Essen. Mit 120 Sängern gehört der Steeler Kinderchor zu den größten in Deutschland. Vor 65 Jahren wurde das Ensemble gegründet – und hat ganze Familien geprägt.

Glockenhell erklingen die Stimmen der 55 jungen Sängerinnen und Sänger, die sich gerade einsingen. Hoch konzentriert und präzise folgen sie den Anweisungen von Birgit Stecker-Dick, die heute die Probe des Steeler Kinderchores leitet. Schon beim ersten Volkslied, „Jeden Morgen geht die Sonne auf“, merkt der Zuhörer die Professionalität des A-Chores: die Intonation ist sauber, die Harmonien stimmen. Dafür ist der Chor, der zu den deutschlandweit größten Kinderchören zählt, bekannt. Schließlich kann das mehrfach preisgekrönte Ensemble aus Steele auf 65 erfolgreiche Jahre zurückblicken, mit unzähligen Konzerten, Plattenaufnahmen, und Auslandsreisen.

Für die Mitglieder des Chores ist Singen, trotz Casting-Shows und „Singstar“ mehr als eine populäre Erscheinung, sind die wöchentlichen Proben ein Treffen mit Freunden, die das gleiche Hobby haben. „Wir sind einfach eine tolle Gemeinschaft“, sagt der 13-jährige Tobias und erzählt begeistert von den Freizeiten und Reisen. Manche seiner Klassenkameraden finden Singen „uncool“, aber „die haben keine Ahnung“. Ob er dabei bleibt, und später in den Jugendchor wechselt? „Klar“, sagt Tobias ohne zu zögern.

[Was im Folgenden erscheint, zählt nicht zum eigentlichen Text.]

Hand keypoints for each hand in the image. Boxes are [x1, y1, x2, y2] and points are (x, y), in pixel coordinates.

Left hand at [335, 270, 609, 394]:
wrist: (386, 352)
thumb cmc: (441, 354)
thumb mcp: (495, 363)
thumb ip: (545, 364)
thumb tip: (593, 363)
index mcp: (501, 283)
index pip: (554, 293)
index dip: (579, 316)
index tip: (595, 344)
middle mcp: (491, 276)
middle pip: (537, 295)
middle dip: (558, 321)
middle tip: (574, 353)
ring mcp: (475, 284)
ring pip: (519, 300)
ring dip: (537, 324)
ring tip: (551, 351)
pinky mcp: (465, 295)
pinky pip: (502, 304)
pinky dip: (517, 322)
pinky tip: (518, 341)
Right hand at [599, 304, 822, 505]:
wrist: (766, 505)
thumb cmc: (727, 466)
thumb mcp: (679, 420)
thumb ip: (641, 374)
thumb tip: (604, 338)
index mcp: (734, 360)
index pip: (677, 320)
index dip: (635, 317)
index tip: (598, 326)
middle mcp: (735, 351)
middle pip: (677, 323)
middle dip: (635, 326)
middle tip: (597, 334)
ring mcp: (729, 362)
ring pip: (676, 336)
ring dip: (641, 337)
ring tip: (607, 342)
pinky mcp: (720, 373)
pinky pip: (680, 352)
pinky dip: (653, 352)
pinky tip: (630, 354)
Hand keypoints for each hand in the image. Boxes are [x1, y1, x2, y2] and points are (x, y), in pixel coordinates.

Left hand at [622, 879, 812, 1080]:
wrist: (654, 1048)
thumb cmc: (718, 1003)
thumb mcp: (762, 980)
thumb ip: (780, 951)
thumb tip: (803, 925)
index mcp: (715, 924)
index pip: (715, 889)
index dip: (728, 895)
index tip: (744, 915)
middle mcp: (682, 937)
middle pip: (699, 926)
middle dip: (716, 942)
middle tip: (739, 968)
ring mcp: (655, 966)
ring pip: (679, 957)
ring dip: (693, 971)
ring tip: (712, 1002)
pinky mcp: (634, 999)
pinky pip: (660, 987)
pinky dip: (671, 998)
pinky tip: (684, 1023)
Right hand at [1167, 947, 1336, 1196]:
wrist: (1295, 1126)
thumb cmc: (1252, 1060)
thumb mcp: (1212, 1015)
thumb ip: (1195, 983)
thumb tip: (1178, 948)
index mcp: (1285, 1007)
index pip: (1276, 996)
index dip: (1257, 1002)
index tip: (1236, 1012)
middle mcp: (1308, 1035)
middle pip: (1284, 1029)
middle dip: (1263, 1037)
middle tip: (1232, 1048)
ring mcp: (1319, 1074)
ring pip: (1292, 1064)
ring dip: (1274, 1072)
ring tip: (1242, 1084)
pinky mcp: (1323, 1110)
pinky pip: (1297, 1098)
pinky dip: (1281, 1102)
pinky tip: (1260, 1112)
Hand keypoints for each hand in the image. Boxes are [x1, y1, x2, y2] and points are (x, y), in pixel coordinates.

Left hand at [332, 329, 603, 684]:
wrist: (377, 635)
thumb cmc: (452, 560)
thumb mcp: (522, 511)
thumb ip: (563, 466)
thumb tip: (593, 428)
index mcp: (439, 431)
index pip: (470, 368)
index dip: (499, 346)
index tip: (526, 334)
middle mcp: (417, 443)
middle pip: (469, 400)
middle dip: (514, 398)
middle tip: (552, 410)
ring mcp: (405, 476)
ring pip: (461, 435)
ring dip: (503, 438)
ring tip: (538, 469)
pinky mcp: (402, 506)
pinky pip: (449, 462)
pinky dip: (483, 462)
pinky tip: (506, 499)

„Singen gehört für mich zum Leben“

Es ist diese Beständigkeit, die den Chor auszeichnet: Ganze Sängerdynastien sind aus ihm hervorgegangen. „Meine Mutter hat hier gesungen, meine Tanten, meine Geschwister und meine Töchter“, zählt Dorothee Keller auf. Die 51-Jährige ist heute im Vorstand des Chores, singt im Ehemaligenchor und betreut die Kinder. „Wir sind wie eine Familie. Wenn man einmal vom Chorvirus infiziert wurde, bleibt man ein Leben lang dabei.“

Fast sein Leben lang Mitglied ist auch Alexander Cadenbach: Der 23-Jährige hat mit sechs im Kinderchor angefangen und ist, nach dem unvermeidlichen Stimmbruch, mittlerweile im Jugendchor gelandet „Singen macht Spaß, gute Laune und gehört für mich einfach zum Leben“, erklärt er. Dabei gab es auch Zeiten, wo er schwer war zu sagen: Ich gehe zur Chorprobe und singe Volkslieder. „So im 5. und 6. Schuljahr gingen fast alle Jungs aus meiner Klasse zum Fußball. Da wurde ich als Sänger oft belächelt.“ Trotzdem ist er seinem Chor treu geblieben.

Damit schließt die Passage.